◆ Data in this exercise ◆
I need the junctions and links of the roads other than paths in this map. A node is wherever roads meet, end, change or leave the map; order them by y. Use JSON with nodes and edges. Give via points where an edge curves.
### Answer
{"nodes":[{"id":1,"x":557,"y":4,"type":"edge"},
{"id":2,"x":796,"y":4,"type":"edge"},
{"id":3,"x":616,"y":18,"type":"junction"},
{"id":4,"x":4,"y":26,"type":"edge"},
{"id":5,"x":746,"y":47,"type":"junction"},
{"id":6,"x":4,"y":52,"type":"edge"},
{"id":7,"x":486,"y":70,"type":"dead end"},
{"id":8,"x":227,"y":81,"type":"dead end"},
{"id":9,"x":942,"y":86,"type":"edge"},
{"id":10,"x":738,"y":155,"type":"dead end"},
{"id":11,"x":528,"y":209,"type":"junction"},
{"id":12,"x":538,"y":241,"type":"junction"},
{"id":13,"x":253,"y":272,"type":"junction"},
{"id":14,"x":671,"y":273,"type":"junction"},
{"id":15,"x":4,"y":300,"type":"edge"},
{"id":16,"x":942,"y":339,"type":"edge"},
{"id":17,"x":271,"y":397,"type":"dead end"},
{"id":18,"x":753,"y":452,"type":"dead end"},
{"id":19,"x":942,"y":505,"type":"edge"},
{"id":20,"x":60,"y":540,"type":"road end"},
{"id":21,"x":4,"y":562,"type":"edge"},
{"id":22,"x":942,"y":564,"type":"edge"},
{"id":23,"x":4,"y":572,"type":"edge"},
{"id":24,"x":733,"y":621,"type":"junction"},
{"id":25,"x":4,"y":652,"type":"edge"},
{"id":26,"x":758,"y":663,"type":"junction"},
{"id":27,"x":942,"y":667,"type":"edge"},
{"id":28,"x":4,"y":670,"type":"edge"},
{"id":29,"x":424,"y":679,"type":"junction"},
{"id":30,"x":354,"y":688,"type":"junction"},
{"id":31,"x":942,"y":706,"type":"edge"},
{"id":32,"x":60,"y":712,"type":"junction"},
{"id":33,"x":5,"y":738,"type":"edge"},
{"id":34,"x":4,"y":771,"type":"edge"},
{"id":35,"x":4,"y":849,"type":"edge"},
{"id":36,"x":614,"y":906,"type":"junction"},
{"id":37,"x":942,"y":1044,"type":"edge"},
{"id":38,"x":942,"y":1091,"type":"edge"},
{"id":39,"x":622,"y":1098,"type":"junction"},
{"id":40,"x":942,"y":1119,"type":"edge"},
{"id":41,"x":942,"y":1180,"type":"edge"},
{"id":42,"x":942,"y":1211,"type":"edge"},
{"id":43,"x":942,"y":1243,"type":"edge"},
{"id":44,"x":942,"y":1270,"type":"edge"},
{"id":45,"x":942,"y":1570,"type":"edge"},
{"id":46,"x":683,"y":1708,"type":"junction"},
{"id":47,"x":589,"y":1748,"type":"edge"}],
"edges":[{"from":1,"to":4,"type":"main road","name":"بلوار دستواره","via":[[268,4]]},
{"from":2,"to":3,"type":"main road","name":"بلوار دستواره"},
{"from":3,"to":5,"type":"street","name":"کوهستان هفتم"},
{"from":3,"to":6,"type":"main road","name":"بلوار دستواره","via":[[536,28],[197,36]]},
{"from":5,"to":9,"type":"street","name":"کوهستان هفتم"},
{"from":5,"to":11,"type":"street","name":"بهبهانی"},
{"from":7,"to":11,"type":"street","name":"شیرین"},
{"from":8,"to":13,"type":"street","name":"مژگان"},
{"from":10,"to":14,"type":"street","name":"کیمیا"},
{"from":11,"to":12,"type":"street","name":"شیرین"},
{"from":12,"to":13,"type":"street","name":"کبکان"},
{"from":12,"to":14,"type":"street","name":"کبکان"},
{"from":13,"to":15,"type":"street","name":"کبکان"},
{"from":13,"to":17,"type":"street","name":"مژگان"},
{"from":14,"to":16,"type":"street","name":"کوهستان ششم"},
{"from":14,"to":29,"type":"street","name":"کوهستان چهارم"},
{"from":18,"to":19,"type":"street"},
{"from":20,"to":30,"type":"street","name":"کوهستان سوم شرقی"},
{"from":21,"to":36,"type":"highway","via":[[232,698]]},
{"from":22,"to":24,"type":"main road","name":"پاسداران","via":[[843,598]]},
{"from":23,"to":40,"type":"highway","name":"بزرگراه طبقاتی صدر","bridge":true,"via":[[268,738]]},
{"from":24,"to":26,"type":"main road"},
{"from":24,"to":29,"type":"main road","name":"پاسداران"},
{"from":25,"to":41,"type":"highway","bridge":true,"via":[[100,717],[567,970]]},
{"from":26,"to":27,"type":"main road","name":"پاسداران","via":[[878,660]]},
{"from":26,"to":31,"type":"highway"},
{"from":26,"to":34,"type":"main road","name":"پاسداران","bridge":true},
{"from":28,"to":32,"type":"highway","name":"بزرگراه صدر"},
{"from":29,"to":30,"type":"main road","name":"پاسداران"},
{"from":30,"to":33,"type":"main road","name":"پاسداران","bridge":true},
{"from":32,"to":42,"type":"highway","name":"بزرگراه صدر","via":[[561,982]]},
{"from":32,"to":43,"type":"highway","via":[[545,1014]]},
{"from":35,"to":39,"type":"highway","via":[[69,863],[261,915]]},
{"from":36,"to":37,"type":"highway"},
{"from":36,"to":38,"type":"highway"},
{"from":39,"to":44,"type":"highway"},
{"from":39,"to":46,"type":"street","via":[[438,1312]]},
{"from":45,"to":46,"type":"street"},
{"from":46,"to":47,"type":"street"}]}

◆ Work item ◆
Every line of the listing, first to last, should be retyped exactly.

◆ Answer to the problem ◆
I need the junctions and links of the roads other than paths in this map. A node is wherever roads meet, end, change or leave the map; order them by y. Use JSON with nodes and edges. Give via points where an edge curves.
### Answer
{"nodes":[{"id":1,"x":557,"y":4,"type":"edge"},
{"id":2,"x":796,"y":4,"type":"edge"},
{"id":3,"x":616,"y":18,"type":"junction"},
{"id":4,"x":4,"y":26,"type":"edge"},
{"id":5,"x":746,"y":47,"type":"junction"},
{"id":6,"x":4,"y":52,"type":"edge"},
{"id":7,"x":486,"y":70,"type":"dead end"},
{"id":8,"x":227,"y":81,"type":"dead end"},
{"id":9,"x":942,"y":86,"type":"edge"},
{"id":10,"x":738,"y":155,"type":"dead end"},
{"id":11,"x":528,"y":209,"type":"junction"},
{"id":12,"x":538,"y":241,"type":"junction"},
{"id":13,"x":253,"y":272,"type":"junction"},
{"id":14,"x":671,"y":273,"type":"junction"},
{"id":15,"x":4,"y":300,"type":"edge"},
{"id":16,"x":942,"y":339,"type":"edge"},
{"id":17,"x":271,"y":397,"type":"dead end"},
{"id":18,"x":753,"y":452,"type":"dead end"},
{"id":19,"x":942,"y":505,"type":"edge"},
{"id":20,"x":60,"y":540,"type":"road end"},
{"id":21,"x":4,"y":562,"type":"edge"},
{"id":22,"x":942,"y":564,"type":"edge"},
{"id":23,"x":4,"y":572,"type":"edge"},
{"id":24,"x":733,"y":621,"type":"junction"},
{"id":25,"x":4,"y":652,"type":"edge"},
{"id":26,"x":758,"y":663,"type":"junction"},
{"id":27,"x":942,"y":667,"type":"edge"},
{"id":28,"x":4,"y":670,"type":"edge"},
{"id":29,"x":424,"y":679,"type":"junction"},
{"id":30,"x":354,"y":688,"type":"junction"},
{"id":31,"x":942,"y":706,"type":"edge"},
{"id":32,"x":60,"y":712,"type":"junction"},
{"id":33,"x":5,"y":738,"type":"edge"},
{"id":34,"x":4,"y":771,"type":"edge"},
{"id":35,"x":4,"y":849,"type":"edge"},
{"id":36,"x":614,"y":906,"type":"junction"},
{"id":37,"x":942,"y":1044,"type":"edge"},
{"id":38,"x":942,"y":1091,"type":"edge"},
{"id":39,"x":622,"y":1098,"type":"junction"},
{"id":40,"x":942,"y":1119,"type":"edge"},
{"id":41,"x":942,"y":1180,"type":"edge"},
{"id":42,"x":942,"y":1211,"type":"edge"},
{"id":43,"x":942,"y":1243,"type":"edge"},
{"id":44,"x":942,"y":1270,"type":"edge"},
{"id":45,"x":942,"y":1570,"type":"edge"},
{"id":46,"x":683,"y":1708,"type":"junction"},
{"id":47,"x":589,"y":1748,"type":"edge"}],
"edges":[{"from":1,"to":4,"type":"main road","name":"بلوار دستواره","via":[[268,4]]},
{"from":2,"to":3,"type":"main road","name":"بلوار دستواره"},
{"from":3,"to":5,"type":"street","name":"کوهستان هفتم"},
{"from":3,"to":6,"type":"main road","name":"بلوار دستواره","via":[[536,28],[197,36]]},
{"from":5,"to":9,"type":"street","name":"کوهستان هفتم"},
{"from":5,"to":11,"type":"street","name":"بهبهانی"},
{"from":7,"to":11,"type":"street","name":"شیرین"},
{"from":8,"to":13,"type":"street","name":"مژگان"},
{"from":10,"to":14,"type":"street","name":"کیمیا"},
{"from":11,"to":12,"type":"street","name":"شیرین"},
{"from":12,"to":13,"type":"street","name":"کبکان"},
{"from":12,"to":14,"type":"street","name":"کبکان"},
{"from":13,"to":15,"type":"street","name":"کبکان"},
{"from":13,"to":17,"type":"street","name":"مژگان"},
{"from":14,"to":16,"type":"street","name":"کوهستان ششم"},
{"from":14,"to":29,"type":"street","name":"کوهستان چهارم"},
{"from":18,"to":19,"type":"street"},
{"from":20,"to":30,"type":"street","name":"کوهستان سوم شرقی"},
{"from":21,"to":36,"type":"highway","via":[[232,698]]},
{"from":22,"to":24,"type":"main road","name":"پاسداران","via":[[843,598]]},
{"from":23,"to":40,"type":"highway","name":"بزرگراه طبقاتی صدر","bridge":true,"via":[[268,738]]},
{"from":24,"to":26,"type":"main road"},
{"from":24,"to":29,"type":"main road","name":"پاسداران"},
{"from":25,"to":41,"type":"highway","bridge":true,"via":[[100,717],[567,970]]},
{"from":26,"to":27,"type":"main road","name":"پاسداران","via":[[878,660]]},
{"from":26,"to":31,"type":"highway"},
{"from":26,"to":34,"type":"main road","name":"پاسداران","bridge":true},
{"from":28,"to":32,"type":"highway","name":"بزرگراه صدر"},
{"from":29,"to":30,"type":"main road","name":"پاسداران"},
{"from":30,"to":33,"type":"main road","name":"پاسداران","bridge":true},
{"from":32,"to":42,"type":"highway","name":"بزرگراه صدر","via":[[561,982]]},
{"from":32,"to":43,"type":"highway","via":[[545,1014]]},
{"from":35,"to":39,"type":"highway","via":[[69,863],[261,915]]},
{"from":36,"to":37,"type":"highway"},
{"from":36,"to":38,"type":"highway"},
{"from":39,"to":44,"type":"highway"},
{"from":39,"to":46,"type":"street","via":[[438,1312]]},
{"from":45,"to":46,"type":"street"},
{"from":46,"to":47,"type":"street"}]}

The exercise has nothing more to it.